Conkers are a shiny brown jewel. A conker is a seed of a Horse Chestnut tree, which is known as Aesculus hippocastanum in Latin. They are thought to repel spiders and other arachnids thanks to their unique odour and shiny surface.
The conker myth has been debunked by scientists. Although conkers are commonly seen in the UK, they are unlikely to be found in the British countryside, where they would be a natural part of the landscape. Despite this, it is still a good idea to keep them in a shady corner of your garden in the winter.
One way of debunking the conker myth is to test it out. For example, you can plant conkers in a pot to see if they grow. If you do, they should be planted at least two centimetres deep and covered with soil and compost.

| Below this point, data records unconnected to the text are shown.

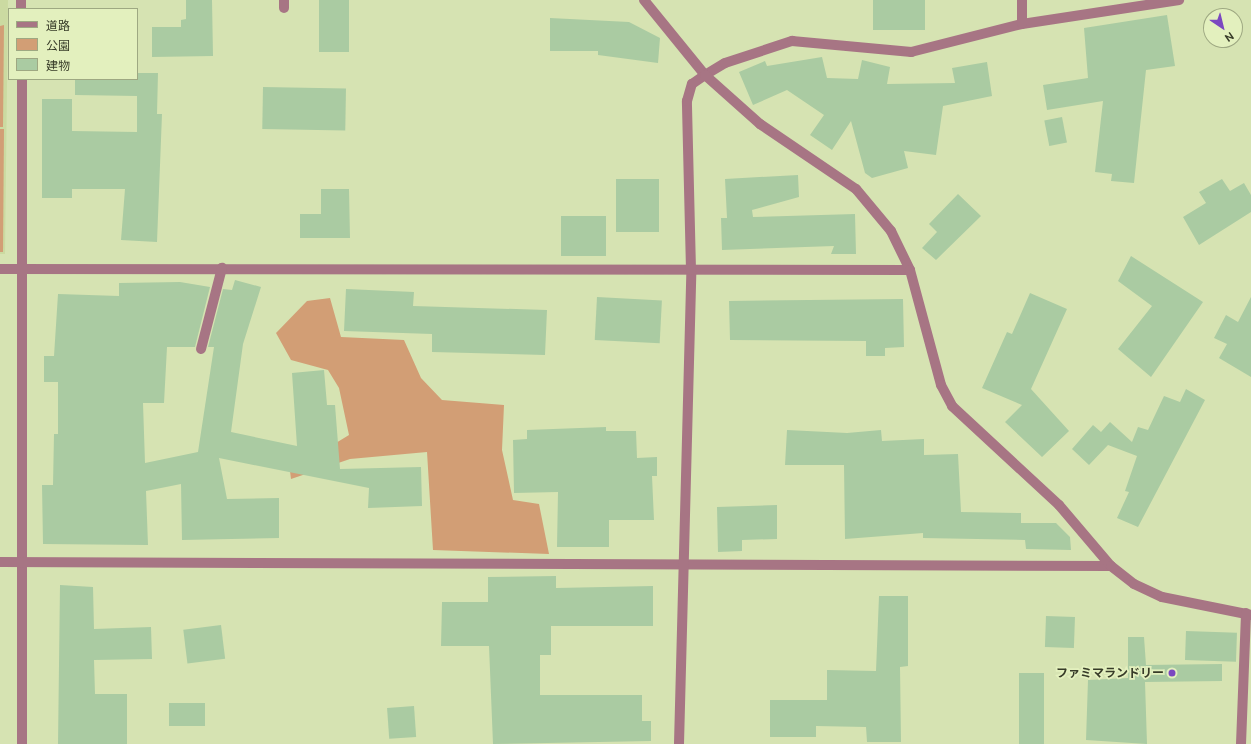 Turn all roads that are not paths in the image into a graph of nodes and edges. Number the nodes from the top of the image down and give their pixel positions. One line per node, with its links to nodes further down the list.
1 (644, 0): 5 (street)
2 (1022, 0): 4 (street)
3 (1179, 0): 4 (street)
4 (1022, 24): 5 (street)
5 (704, 75): 10 (street); 11 (street)
6 (22, 80): 9 (street)
7 (222, 268): 9 (street); 10 (street); 12 (street)
8 (0, 269): 9 (street)
9 (24, 269): 14 (street)
10 (691, 270): 11 (street); 15 (street)
11 (910, 270): 16 (street)
12 (201, 349)
13 (0, 562): 14 (street)
14 (24, 562): 15 (street); 18 (street)
15 (685, 565): 16 (street); 19 (street)
16 (1111, 566): 17 (street)
17 (1248, 614): 20 (street)
18 (22, 744)
19 (679, 744)
20 (1241, 744) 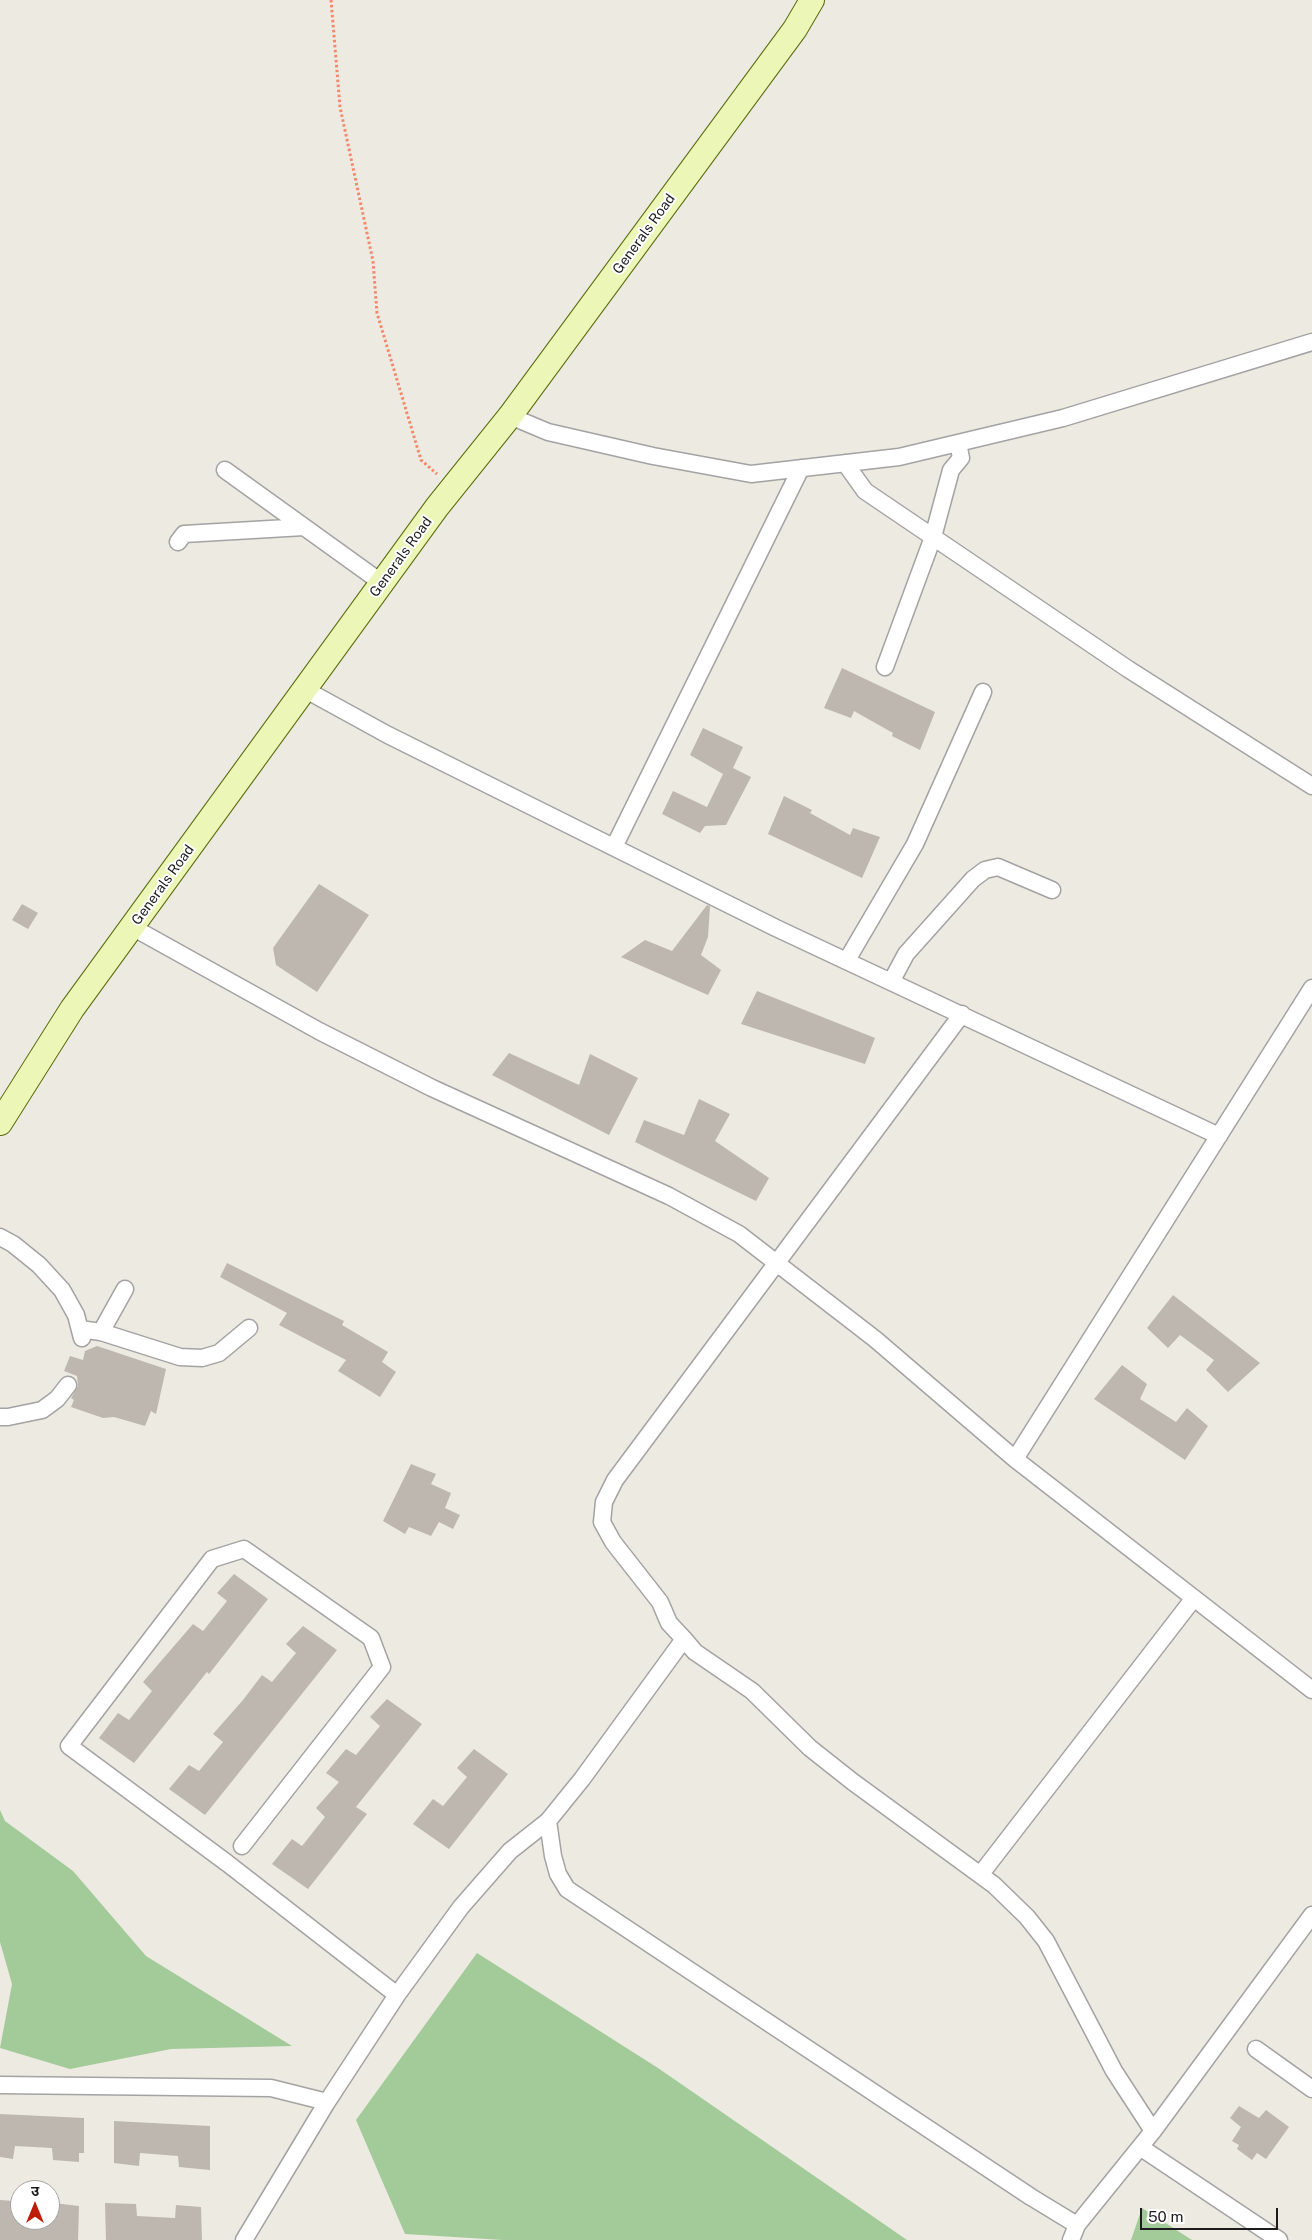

If you really want to keep out spiders, try using a spray made from a chestnut extract. You can also use peppermint oil as a natural insecticide.
Some people believe that the conker is an ancient technique for repelling arachnids. However, no one has been able to scientifically prove that it is effective.
On the other hand, some claim that conkers do indeed contain a noxious chemical that causes spiders to curl up and die. This is the old wives’ tale.
However, the Royal Society of Chemistry (RSC) isn’t buying it. In fact, they challenged schools across Britain to test the conker and the spider, or at least the one mentioned above.